In William Trevor’s fourteenth novel, Love and Summer, that someone is a young man named Florian Kilderry: “He would ride through the night to Dublin . . . that was how he’d always wanted to go.”
Set in rural Ireland in the mid-1950s, the novel is more about the forces of the past than something pushed to the verge that never happens. “Nothing happened in Rathmoye, its people said, but most of them went on living there.”
This is ideal landscape for Trevor because he makes the ordinary come alive through rich details accompanying everyday habits. We see through the chores and activities of the characters—maintaining a farm or lodging house, or running an errand in town—an acceptance or refusal of the past as the summer progresses without calamity.
Rathmoye is where the story begins and much of the action gravitates towards this small town. Trevor opens with the funeral of Mrs. Connulty, a widow who owned several properties including the lodging house, Number 4 The Square. Her son, Joseph Paul, and her daughter, Miss. Connulty, whose disturbing past is revealed amid the routine tasks of the day, survive her.
At the funeral, Ellie Dillahan, a shy orphan girl who married a divorced farmer out of necessity, bumps into Florian Kilderry who is taking pictures of the scene. He wants to know where the old picture house is and Ellie directs him there.
That he takes pictures of people mourning and visits the burnt down cinema (we learn later that this is where Mrs. Connulty’s husband died), bothers Miss. Connulty who assumes the worst about Florian’s intentions. “There’s nobody knows who he is,” she says curtly to her brother.
In Rathmoye, of course, this is unusual because most people know each other, or something about each other’s past. Florian, an only child, inherited his parent’s house (christened Shelhanagh) just outside the town of Castledrummond. His parent’s were painters and when they died he also inherited their debt.
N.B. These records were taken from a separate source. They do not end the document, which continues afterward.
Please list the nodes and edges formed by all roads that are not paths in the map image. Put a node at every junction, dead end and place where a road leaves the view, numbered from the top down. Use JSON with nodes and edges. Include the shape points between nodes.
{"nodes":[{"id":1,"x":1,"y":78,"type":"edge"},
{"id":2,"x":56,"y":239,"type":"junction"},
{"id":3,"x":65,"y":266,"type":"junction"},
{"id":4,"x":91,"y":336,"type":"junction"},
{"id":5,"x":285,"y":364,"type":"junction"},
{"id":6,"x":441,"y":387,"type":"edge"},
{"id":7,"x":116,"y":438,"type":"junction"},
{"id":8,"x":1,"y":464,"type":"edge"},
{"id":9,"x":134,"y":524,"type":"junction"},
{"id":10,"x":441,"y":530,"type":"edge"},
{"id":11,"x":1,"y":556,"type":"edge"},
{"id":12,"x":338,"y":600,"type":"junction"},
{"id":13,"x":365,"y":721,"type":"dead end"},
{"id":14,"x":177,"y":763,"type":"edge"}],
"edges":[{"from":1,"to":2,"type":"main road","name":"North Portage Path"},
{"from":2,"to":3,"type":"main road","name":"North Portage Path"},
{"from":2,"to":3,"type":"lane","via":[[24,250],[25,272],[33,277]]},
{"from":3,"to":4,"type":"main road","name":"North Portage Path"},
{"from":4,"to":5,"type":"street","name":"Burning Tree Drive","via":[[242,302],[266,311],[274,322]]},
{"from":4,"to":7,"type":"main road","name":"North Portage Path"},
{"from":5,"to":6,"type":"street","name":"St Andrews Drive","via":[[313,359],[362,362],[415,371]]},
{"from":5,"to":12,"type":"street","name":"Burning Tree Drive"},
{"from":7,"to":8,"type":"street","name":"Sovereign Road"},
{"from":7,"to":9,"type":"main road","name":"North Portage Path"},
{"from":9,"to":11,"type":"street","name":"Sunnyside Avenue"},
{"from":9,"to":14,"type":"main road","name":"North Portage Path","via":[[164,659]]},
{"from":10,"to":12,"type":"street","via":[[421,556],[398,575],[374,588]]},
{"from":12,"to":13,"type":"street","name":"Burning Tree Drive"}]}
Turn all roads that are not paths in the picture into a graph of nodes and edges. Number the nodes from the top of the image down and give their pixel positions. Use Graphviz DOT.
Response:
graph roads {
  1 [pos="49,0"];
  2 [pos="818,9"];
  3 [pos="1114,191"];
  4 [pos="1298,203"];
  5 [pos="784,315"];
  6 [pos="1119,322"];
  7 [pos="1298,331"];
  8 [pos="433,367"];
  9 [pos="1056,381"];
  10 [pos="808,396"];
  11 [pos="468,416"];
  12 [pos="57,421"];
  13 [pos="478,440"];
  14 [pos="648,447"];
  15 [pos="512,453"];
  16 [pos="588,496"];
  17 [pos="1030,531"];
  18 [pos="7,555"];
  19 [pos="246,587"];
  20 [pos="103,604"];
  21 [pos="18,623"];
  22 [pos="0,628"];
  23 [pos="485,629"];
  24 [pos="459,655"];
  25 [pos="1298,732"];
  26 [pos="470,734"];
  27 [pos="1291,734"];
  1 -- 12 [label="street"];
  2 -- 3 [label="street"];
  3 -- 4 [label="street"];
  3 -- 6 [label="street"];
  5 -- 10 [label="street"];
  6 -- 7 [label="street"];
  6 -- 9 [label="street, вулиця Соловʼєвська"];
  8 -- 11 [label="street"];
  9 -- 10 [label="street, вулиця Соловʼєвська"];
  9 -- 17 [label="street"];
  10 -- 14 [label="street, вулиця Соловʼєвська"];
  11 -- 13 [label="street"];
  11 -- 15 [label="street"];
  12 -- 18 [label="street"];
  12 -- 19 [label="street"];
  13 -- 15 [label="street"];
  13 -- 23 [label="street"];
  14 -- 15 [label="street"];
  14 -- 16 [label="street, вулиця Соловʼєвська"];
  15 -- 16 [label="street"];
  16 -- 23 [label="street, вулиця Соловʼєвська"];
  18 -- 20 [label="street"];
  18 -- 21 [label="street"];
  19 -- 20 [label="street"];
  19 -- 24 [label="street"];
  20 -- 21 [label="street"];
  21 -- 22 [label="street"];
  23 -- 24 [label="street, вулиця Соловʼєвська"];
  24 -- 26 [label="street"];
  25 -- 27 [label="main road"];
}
Had the circumstances been less difficult, Florian would have remained forever at Shelhanagh, but since there was no indication that anything would change and since he knew he did not possess the courage to suffer the indignities of poverty on his own, he had decided to take the advice he was offered, to sell the house and—child of exiles as he was—to become an exile himself.
Not knowing who he is, where he’s going and what he wants drives the narrative and a sense of possibility that seems foreign to Rathmoye. A good deal of the novel is about Florian’s plans to leave and, as he moves through the process of emptying the house, you get the feeling that he is also erasing an expectation that he never entirely bought into. Even his dog, Jesse, dies. After he buries him, it is the future, not the past, that he pedals towards through night.
Will Ellie Dillahan come with him? She was raised by nuns and runs errands in Rathmoye several times a week. After she sees Florian again in town, feelings develop and they begin to meet secretly outside of Rathmoye.
He held the strands apart while she scrambled through barbed wire, and helped her again where a tree had fallen across the avenue. When he gave her his hand to take it was the first time they had touched, and still there was a calm there . . . . The Lisquin gate-lodge became their place.
Trevor keeps us suspended until the end and shows why he is arguably the most skillful storyteller still writing. His decision not to make Ellie into a tragic character—à la Joyce’s Eveline clutching the iron like a sacrificial victim—is a wise one.
It is not Ellie’s husband or Miss. Connultly who sets in motion the turning point, but Opren Wren—a deranged wanderer who “had long ago been employed to catalogue the library of the St. Johns of Lisquin.” Nothing about the trajectory of the characters and plot seems disingenuous. And nothing is predictable. What we thought might happen, does not.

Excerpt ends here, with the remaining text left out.